This issue has been automatically marked as stale because it has not had recent activity. It will be closed after 21 days if no further activity occurs. Thank you for your contributions.

chaochn47 commented 1 year ago

@serathius Is the issue still valid after #15078 #15242?

@fuweid feel free to pick this up, I've spent some time last year to move porcupine to generics in: https://github.com/tjungblu/porcupine

That way you can skip the json serde and without the casting it's a bit quicker in general.

Moving porcupine to generics seems another area to reduce the runtime.

serathius commented 1 year ago

Issue is still valid, however I think we need to change the approach. Profiling done by me looks incorrect. Don't think rewrite to generics will help. We can make the code faster, but I don't think it will reduce the test runtime. I think we lack proper instrumentation of tests to measure runtime and the contributing factors.

I'm thinking about collecting reports about how much each tests took. Similar to what we do for flakiness measurement. The test should output junit report, that we can later aggregate over hundreds of runs, and calculate some statistics instead of eyeballing the useless Github action page.

chaochn47 commented 1 year ago

Thanks @serathius!
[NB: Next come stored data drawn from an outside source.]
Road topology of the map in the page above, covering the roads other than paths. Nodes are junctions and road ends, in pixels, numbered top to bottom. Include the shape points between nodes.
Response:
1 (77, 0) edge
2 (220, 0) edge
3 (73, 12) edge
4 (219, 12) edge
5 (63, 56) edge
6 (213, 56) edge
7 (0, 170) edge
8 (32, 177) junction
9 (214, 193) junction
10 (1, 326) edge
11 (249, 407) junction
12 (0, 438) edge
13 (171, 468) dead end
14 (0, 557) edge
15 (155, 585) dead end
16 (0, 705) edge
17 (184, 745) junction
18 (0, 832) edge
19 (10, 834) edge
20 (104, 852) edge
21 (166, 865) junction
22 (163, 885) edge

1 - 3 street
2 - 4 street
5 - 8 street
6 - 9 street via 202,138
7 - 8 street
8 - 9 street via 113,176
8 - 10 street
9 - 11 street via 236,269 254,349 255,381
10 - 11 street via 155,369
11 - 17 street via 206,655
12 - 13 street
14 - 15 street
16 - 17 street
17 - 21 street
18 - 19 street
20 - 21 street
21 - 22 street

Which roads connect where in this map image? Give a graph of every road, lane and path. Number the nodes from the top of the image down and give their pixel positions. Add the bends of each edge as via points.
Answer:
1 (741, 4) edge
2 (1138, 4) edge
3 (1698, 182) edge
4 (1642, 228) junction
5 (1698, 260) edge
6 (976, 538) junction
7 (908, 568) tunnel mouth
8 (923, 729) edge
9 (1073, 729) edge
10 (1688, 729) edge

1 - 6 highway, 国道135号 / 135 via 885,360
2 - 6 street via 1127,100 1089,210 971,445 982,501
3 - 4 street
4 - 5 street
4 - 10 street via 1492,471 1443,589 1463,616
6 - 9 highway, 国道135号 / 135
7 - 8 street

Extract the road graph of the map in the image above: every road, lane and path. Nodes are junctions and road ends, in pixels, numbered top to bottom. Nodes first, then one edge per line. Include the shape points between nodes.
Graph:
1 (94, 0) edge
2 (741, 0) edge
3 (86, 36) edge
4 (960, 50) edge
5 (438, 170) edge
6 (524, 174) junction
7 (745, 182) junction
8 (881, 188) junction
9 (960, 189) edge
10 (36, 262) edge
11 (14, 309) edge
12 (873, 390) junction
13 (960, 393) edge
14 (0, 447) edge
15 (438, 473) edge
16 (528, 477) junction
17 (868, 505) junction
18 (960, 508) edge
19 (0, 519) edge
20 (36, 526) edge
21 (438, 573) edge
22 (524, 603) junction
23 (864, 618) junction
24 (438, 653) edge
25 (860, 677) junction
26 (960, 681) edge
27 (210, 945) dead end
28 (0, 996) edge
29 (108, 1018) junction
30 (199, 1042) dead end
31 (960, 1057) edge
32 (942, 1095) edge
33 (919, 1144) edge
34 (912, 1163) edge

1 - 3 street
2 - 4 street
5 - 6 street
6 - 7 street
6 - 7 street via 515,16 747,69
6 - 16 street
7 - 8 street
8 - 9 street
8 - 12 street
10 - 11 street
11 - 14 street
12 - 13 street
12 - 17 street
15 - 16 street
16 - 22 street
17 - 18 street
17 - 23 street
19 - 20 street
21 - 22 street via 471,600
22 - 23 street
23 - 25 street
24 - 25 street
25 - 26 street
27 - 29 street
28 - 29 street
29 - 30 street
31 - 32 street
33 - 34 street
I think it's a good idea to first narrow down if a single test case takes the majority of the runtime or it's a universe pattern in robustness test. After that, we might use profiling to identify which code path is unexpectedly slow. Created an issue with background to track this ^

tjungblu commented 1 year ago

Don't think rewrite to generics will help. We can make the code faster, but I don't think it will reduce the test runtime.

It won't help that much, IIRC the difference was about 20% at best. There was a trade-off between copying the state at every step (json serde) and doing a plain memcopy of a struct (plus the casting overheads).

Especially if the culprit is slow GH action CPUs. +1 on the instrumentation though. I'm still a big fan of the pebble benchmark page: https://cockroachdb.github.io/pebble/?max=local

Maybe we can come up with something similar, obviously for test suite runtimes first. Even though I expect significant noise/variance from the action runners.

stale[bot] commented 12 months ago

This issue has been automatically marked as stale because it has not had recent activity. It will be closed after 21 days if no further activity occurs. Thank you for your contributions.